_TASK PROMPT_
When a line below contains the string "Road", show that line.

Collected data entries:
##########
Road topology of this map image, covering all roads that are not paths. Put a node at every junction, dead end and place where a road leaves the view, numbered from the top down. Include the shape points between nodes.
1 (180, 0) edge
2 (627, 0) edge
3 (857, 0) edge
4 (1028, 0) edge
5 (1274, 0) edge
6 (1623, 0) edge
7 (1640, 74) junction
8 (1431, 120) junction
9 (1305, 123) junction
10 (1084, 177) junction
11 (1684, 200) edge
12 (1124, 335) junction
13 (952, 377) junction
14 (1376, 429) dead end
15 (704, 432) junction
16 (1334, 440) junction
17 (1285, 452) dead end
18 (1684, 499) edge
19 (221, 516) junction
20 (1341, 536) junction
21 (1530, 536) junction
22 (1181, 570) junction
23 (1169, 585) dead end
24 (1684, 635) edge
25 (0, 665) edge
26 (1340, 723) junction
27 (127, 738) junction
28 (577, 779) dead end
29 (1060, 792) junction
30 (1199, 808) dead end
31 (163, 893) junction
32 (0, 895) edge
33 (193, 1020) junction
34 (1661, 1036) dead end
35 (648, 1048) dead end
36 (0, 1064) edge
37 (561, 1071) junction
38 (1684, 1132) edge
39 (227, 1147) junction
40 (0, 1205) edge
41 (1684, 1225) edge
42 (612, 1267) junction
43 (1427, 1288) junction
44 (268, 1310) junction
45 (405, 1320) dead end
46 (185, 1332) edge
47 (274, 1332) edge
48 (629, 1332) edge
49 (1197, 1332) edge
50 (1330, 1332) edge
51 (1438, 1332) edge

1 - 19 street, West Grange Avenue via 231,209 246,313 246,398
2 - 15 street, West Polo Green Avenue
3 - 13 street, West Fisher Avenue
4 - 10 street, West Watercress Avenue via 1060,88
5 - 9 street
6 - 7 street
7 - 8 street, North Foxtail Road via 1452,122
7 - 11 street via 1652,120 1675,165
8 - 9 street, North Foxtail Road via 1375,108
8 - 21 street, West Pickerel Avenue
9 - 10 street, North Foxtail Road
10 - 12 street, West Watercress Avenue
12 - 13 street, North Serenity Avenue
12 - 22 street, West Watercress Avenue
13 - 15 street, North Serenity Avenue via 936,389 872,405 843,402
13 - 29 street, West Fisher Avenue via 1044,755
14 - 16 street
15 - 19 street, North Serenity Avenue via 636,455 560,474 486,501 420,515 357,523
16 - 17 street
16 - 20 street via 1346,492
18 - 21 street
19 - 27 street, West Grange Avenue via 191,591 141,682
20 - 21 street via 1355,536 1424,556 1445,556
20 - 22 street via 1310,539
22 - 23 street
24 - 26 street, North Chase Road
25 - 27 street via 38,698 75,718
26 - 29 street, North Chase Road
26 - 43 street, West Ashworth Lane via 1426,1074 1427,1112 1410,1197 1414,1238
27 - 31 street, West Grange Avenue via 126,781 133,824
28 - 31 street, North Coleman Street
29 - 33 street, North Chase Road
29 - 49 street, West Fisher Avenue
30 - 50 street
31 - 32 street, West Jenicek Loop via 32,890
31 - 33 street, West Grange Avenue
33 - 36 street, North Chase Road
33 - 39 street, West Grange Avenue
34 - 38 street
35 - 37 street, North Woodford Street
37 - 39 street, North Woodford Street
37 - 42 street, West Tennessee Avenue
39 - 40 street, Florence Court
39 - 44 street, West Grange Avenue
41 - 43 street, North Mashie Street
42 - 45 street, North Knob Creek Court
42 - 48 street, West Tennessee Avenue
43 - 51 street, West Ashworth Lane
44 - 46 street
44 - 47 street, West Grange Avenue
##########
_TASK RESPONSE_
Road topology of this map image, covering all roads that are not paths. Put a node at every junction, dead end and place where a road leaves the view, numbered from the top down. Include the shape points between nodes.
7 - 8 street, North Foxtail Road via 1452,122
8 - 9 street, North Foxtail Road via 1375,108
9 - 10 street, North Foxtail Road
24 - 26 street, North Chase Road
26 - 29 street, North Chase Road
29 - 33 street, North Chase Road
33 - 36 street, North Chase Road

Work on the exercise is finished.